▶ Data supplied

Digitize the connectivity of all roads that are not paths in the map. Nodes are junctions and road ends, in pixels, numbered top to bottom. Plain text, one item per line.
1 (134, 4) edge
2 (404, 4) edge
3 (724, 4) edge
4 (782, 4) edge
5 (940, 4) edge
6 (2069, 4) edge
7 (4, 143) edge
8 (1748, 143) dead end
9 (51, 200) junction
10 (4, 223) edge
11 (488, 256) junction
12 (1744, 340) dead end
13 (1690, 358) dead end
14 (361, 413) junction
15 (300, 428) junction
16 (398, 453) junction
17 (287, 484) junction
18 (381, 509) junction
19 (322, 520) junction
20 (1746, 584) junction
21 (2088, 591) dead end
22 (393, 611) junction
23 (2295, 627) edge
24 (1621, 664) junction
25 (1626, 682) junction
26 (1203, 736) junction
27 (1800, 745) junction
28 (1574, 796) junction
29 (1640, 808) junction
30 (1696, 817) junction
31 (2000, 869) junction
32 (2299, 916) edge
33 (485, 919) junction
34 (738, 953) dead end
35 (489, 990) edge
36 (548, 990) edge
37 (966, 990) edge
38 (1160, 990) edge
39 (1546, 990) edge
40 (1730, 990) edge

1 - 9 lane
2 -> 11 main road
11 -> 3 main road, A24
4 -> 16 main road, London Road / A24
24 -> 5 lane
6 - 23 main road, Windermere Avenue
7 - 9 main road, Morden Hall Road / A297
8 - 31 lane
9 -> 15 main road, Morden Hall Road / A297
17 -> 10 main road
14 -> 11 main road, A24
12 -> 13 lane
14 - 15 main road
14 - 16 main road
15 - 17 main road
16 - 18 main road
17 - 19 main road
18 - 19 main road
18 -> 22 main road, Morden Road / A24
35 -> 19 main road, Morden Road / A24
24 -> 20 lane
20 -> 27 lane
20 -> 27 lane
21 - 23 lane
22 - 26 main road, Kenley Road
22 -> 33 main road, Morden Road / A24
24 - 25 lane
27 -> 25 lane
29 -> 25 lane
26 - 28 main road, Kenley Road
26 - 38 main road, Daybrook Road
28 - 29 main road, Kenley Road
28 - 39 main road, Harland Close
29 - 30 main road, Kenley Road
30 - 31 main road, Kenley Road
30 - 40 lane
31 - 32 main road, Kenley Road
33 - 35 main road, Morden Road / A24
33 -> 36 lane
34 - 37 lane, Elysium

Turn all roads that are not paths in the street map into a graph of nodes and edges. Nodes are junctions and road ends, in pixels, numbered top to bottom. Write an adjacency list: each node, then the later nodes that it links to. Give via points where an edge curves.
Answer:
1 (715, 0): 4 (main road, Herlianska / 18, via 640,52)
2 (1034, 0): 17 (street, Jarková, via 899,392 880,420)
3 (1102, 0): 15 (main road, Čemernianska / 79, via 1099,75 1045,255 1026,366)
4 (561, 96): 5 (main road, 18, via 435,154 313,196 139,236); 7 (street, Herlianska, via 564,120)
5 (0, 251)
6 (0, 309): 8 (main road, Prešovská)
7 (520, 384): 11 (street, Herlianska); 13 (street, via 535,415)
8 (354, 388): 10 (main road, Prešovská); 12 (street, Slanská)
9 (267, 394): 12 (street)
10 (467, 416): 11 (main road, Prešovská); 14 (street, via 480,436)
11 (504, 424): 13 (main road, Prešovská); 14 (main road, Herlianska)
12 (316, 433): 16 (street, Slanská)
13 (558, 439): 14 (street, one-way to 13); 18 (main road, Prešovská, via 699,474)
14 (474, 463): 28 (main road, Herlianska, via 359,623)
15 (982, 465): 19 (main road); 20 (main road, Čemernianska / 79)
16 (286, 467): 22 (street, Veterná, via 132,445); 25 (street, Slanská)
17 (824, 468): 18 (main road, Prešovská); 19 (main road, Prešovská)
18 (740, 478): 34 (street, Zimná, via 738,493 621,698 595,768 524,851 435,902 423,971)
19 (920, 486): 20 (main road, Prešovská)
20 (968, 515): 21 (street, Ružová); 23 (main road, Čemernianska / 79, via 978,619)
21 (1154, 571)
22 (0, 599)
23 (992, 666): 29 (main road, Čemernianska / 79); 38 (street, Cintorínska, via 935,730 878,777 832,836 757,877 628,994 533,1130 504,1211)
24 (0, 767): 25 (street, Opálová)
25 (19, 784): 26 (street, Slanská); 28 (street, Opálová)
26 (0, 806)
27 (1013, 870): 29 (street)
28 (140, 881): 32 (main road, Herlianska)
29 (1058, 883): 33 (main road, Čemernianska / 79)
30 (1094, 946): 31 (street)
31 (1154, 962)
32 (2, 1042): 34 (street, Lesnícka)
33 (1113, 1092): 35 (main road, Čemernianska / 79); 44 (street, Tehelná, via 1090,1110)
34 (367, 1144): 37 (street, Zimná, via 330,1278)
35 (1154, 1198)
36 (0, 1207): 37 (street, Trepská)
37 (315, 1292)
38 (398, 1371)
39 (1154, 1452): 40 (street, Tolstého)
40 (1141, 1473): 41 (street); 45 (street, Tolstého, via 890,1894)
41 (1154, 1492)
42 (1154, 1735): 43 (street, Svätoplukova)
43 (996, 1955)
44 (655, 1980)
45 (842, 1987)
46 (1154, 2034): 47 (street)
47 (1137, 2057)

▶ Your assignment
Would you print each line of the material exactly?

▶ The completed task
Digitize the connectivity of all roads that are not paths in the map. Nodes are junctions and road ends, in pixels, numbered top to bottom. Plain text, one item per line.
1 (134, 4) edge
2 (404, 4) edge
3 (724, 4) edge
4 (782, 4) edge
5 (940, 4) edge
6 (2069, 4) edge
7 (4, 143) edge
8 (1748, 143) dead end
9 (51, 200) junction
10 (4, 223) edge
11 (488, 256) junction
12 (1744, 340) dead end
13 (1690, 358) dead end
14 (361, 413) junction
15 (300, 428) junction
16 (398, 453) junction
17 (287, 484) junction
18 (381, 509) junction
19 (322, 520) junction
20 (1746, 584) junction
21 (2088, 591) dead end
22 (393, 611) junction
23 (2295, 627) edge
24 (1621, 664) junction
25 (1626, 682) junction
26 (1203, 736) junction
27 (1800, 745) junction
28 (1574, 796) junction
29 (1640, 808) junction
30 (1696, 817) junction
31 (2000, 869) junction
32 (2299, 916) edge
33 (485, 919) junction
34 (738, 953) dead end
35 (489, 990) edge
36 (548, 990) edge
37 (966, 990) edge
38 (1160, 990) edge
39 (1546, 990) edge
40 (1730, 990) edge

1 - 9 lane
2 -> 11 main road
11 -> 3 main road, A24
4 -> 16 main road, London Road / A24
24 -> 5 lane
6 - 23 main road, Windermere Avenue
7 - 9 main road, Morden Hall Road / A297
8 - 31 lane
9 -> 15 main road, Morden Hall Road / A297
17 -> 10 main road
14 -> 11 main road, A24
12 -> 13 lane
14 - 15 main road
14 - 16 main road
15 - 17 main road
16 - 18 main road
17 - 19 main road
18 - 19 main road
18 -> 22 main road, Morden Road / A24
35 -> 19 main road, Morden Road / A24
24 -> 20 lane
20 -> 27 lane
20 -> 27 lane
21 - 23 lane
22 - 26 main road, Kenley Road
22 -> 33 main road, Morden Road / A24
24 - 25 lane
27 -> 25 lane
29 -> 25 lane
26 - 28 main road, Kenley Road
26 - 38 main road, Daybrook Road
28 - 29 main road, Kenley Road
28 - 39 main road, Harland Close
29 - 30 main road, Kenley Road
30 - 31 main road, Kenley Road
30 - 40 lane
31 - 32 main road, Kenley Road
33 - 35 main road, Morden Road / A24
33 -> 36 lane
34 - 37 lane, Elysium

Turn all roads that are not paths in the street map into a graph of nodes and edges. Nodes are junctions and road ends, in pixels, numbered top to bottom. Write an adjacency list: each node, then the later nodes that it links to. Give via points where an edge curves.
Answer:
1 (715, 0): 4 (main road, Herlianska / 18, via 640,52)
2 (1034, 0): 17 (street, Jarková, via 899,392 880,420)
3 (1102, 0): 15 (main road, Čemernianska / 79, via 1099,75 1045,255 1026,366)
4 (561, 96): 5 (main road, 18, via 435,154 313,196 139,236); 7 (street, Herlianska, via 564,120)
5 (0, 251)
6 (0, 309): 8 (main road, Prešovská)
7 (520, 384): 11 (street, Herlianska); 13 (street, via 535,415)
8 (354, 388): 10 (main road, Prešovská); 12 (street, Slanská)
9 (267, 394): 12 (street)
10 (467, 416): 11 (main road, Prešovská); 14 (street, via 480,436)
11 (504, 424): 13 (main road, Prešovská); 14 (main road, Herlianska)
12 (316, 433): 16 (street, Slanská)
13 (558, 439): 14 (street, one-way to 13); 18 (main road, Prešovská, via 699,474)
14 (474, 463): 28 (main road, Herlianska, via 359,623)
15 (982, 465): 19 (main road); 20 (main road, Čemernianska / 79)
16 (286, 467): 22 (street, Veterná, via 132,445); 25 (street, Slanská)
17 (824, 468): 18 (main road, Prešovská); 19 (main road, Prešovská)
18 (740, 478): 34 (street, Zimná, via 738,493 621,698 595,768 524,851 435,902 423,971)
19 (920, 486): 20 (main road, Prešovská)
20 (968, 515): 21 (street, Ružová); 23 (main road, Čemernianska / 79, via 978,619)
21 (1154, 571)
22 (0, 599)
23 (992, 666): 29 (main road, Čemernianska / 79); 38 (street, Cintorínska, via 935,730 878,777 832,836 757,877 628,994 533,1130 504,1211)
24 (0, 767): 25 (street, Opálová)
25 (19, 784): 26 (street, Slanská); 28 (street, Opálová)
26 (0, 806)
27 (1013, 870): 29 (street)
28 (140, 881): 32 (main road, Herlianska)
29 (1058, 883): 33 (main road, Čemernianska / 79)
30 (1094, 946): 31 (street)
31 (1154, 962)
32 (2, 1042): 34 (street, Lesnícka)
33 (1113, 1092): 35 (main road, Čemernianska / 79); 44 (street, Tehelná, via 1090,1110)
34 (367, 1144): 37 (street, Zimná, via 330,1278)
35 (1154, 1198)
36 (0, 1207): 37 (street, Trepská)
37 (315, 1292)
38 (398, 1371)
39 (1154, 1452): 40 (street, Tolstého)
40 (1141, 1473): 41 (street); 45 (street, Tolstého, via 890,1894)
41 (1154, 1492)
42 (1154, 1735): 43 (street, Svätoplukova)
43 (996, 1955)
44 (655, 1980)
45 (842, 1987)
46 (1154, 2034): 47 (street)
47 (1137, 2057)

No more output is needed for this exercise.